By Feb. 29, the State Department must advise a federal court if it will succumb to Palestinian pressure – read: blackmail – and take the side of murderers by sabotaging a final judgment of $174 million against the Palestinian Authority and Palestine Liberation Organization.

The judge overseeing the case, which was brought in 2003 by the widow of a man killed by Palestinian terrorists in Hadera, Israel, has asked the State Department to declare whether or not it intends to file a Statement of Interest to the effect that enforcing the judgment would be harmful to U.S. national interests. It’s something the Palestinians feverishly have been demanding.

Let’s hope our government has the courage to do the right thing, as it would be an utter perversion of justice to allow the terrorists literally to get away with murder while getting the administration to give the back of the hand to Lesley Knox, who brought the case. It would be even more unseemly to do so after the matter has been in court for nearly five years.

The case was brought under The Anti-Terrorism Act, which was designed to hit terrorists where it hurts: in the pocketbook. As a reflection of how serious Congress was, the law even allows for the award of treble damages.

Until now the Bush administration has taken no position in the Knox case, apparently satisfied with the matter being handled through the judicial process, as intended by the act. Recently, however, with new high-profile attorneys in tow who have filed papers seeking to vitiate the judgment – extraordinary relief that is not lightly granted – the Palestinian Authority and PLO have been lobbying hard for the Statement of Interest.

Enforcing the judgment, they claim, would effectively bankrupt and weaken P.A. President Mahmoud Abbas at a sensitive time in the Middle East. (When, by the way, is it not a sensitive time?) Implicit in this is the all too common threat that going against the terrorists and their protectors would be to awaken the “Palestinian street.” We all know what that means: Don’t fight the terrorists because that will only make them angrier and more violent.
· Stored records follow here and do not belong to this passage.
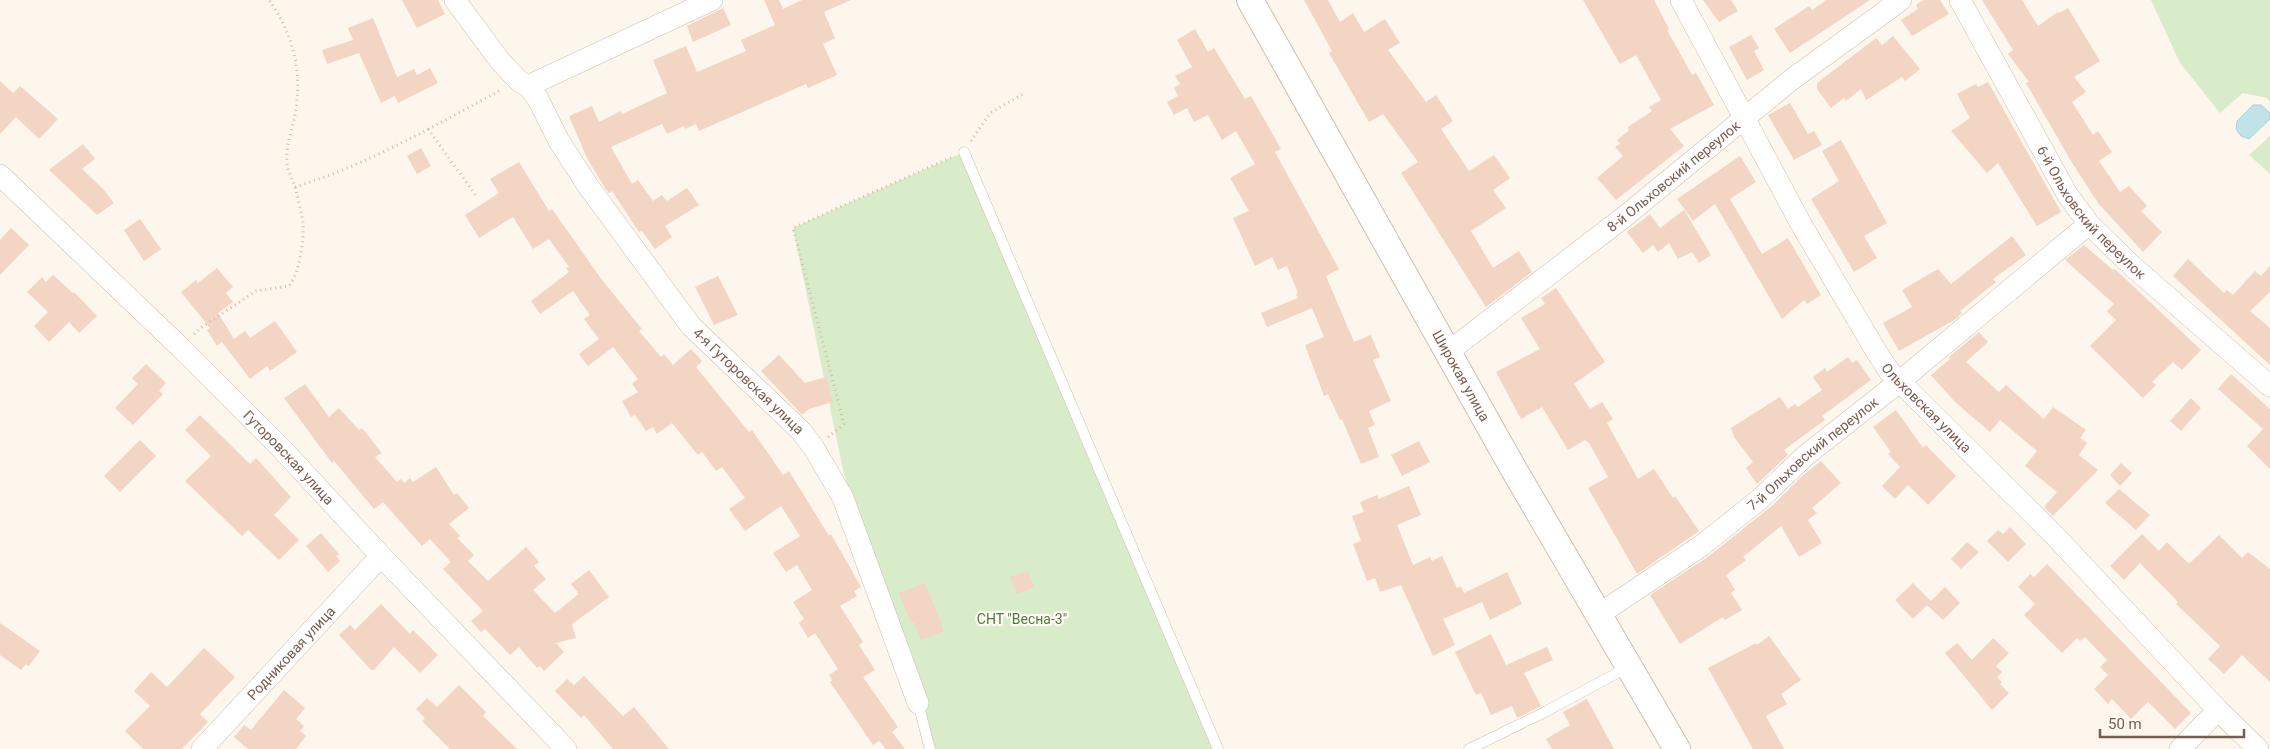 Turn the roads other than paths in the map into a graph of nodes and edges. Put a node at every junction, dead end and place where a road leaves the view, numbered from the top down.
1 (455, 0) edge
2 (712, 0) edge
3 (1250, 0) edge
4 (1680, 0) edge
5 (1901, 0) edge
6 (1960, 0) edge
7 (524, 83) junction
8 (1746, 119) junction
9 (964, 152) road end
10 (0, 175) edge
11 (2090, 224) junction
12 (1448, 352) junction
13 (1898, 382) junction
14 (2270, 386) edge
15 (381, 556) junction
16 (1598, 615) junction
17 (1628, 667) junction
18 (918, 702) joint
19 (2218, 710) junction
20 (202, 749) edge
21 (566, 749) edge
22 (930, 749) edge
23 (1218, 749) edge
24 (1469, 749) edge
25 (1677, 749) edge
26 (2180, 749) edge
27 (2258, 749) edge

1 - 7 street, 4-я Гуторовская улица
2 - 7 street
3 - 12 street, Широкая улица
4 - 8 street, Ольховская улица
5 - 8 street, 8-й Ольховский переулок
6 - 11 street, 6-й Ольховский переулок
7 - 18 street, 4-я Гуторовская улица
8 - 12 street, 8-й Ольховский переулок
8 - 13 street, Ольховская улица
9 - 23 lane
10 - 15 street, Гуторовская улица
11 - 13 street, 7-й Ольховский переулок
11 - 14 street, 6-й Ольховский переулок
12 - 16 street, Широкая улица
13 - 16 street, 7-й Ольховский переулок
13 - 19 street, Ольховская улица
15 - 20 street, Родниковая улица
15 - 21 street, Гуторовская улица
16 - 17 street, Широкая улица
17 - 24 lane
17 - 25 street, Широкая улица
18 - 22 lane
19 - 26 street
19 - 27 street, Ольховская улица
The chief PLO representative in Washington has even boasted that there has been a “rethinking” at the State Department, suggesting there might well be receptive ears in Foggy Bottom. What’s the word I’m looking for? Ah yes, appeasement.

It is worth noting that Statements of Interest are not unknown commodities. They have been used of late to resolve private litigation involving thorny and sensitive issues that bore upon our national interests.

For example, these statements were invoked in lawsuits brought by Holocaust survivors against German companies that exploited slave laborers during the Nazi era. After lengthy negotiations involving the German government and companies, representatives of the survivors and the U.S. government, a financial settlement was reached. In return, German industry received assurances that in any litigation involving relevant claims, our government would submit a Statement of Interest to the effect it was in our nation’s interest to resolve these claims through settlement rather than litigation.

The point here is obvious and most significant: the Statement of Interest procedure was the result of a serious negotiation among all interested parties. That is not what the Palestinians are proposing; they want to vacate the judgment.

Abbas is essentially putting a gun to the head of Secretary of State Condoleezza Rice. He is threatening that to satisfy a duly rendered judgment under a law enacted precisely to cover a case such as the one brought by Knox would be to derail any chance of progress in the so-called “peace process” and by implication foment bloodshed.

Moreover, there is no provision in The Anti-Terrorism Act for the issuance of a waiver by the executive branch to override the courts in the name of the national interest, which in this case would mean not offending the Palestinian Authority. However, waiver authority is contained in other legislation, underscoring that if Congress intended to grant executive authority to overrule any of the terrorism act’s provisos, it could have and would have written it into the act. It chose not to do so.

In other words, it would be a mighty stretch for the State Department to submit a Statement of Interest in the Knox case. If it does, there is always the hope that the judge will not defer to it.

For those in the State Department whose hearts bleed for the downtrodden and misunderstood terrorists, I’m sure they could find a way to allow our anti-terrorist laws to be enforced without harming our legitimate national interests.

The bankruptcy argument is hardly persuasive. In the past the United States has given billions to Palestinian leadership, only to see it squandered through widespread corruption and mismanagement. If the Palestinian Authority is looking for a way to satisfy the court judgment, perhaps Abbas should track down the widow of Yasser Arafat before she goes on her next shopping spree.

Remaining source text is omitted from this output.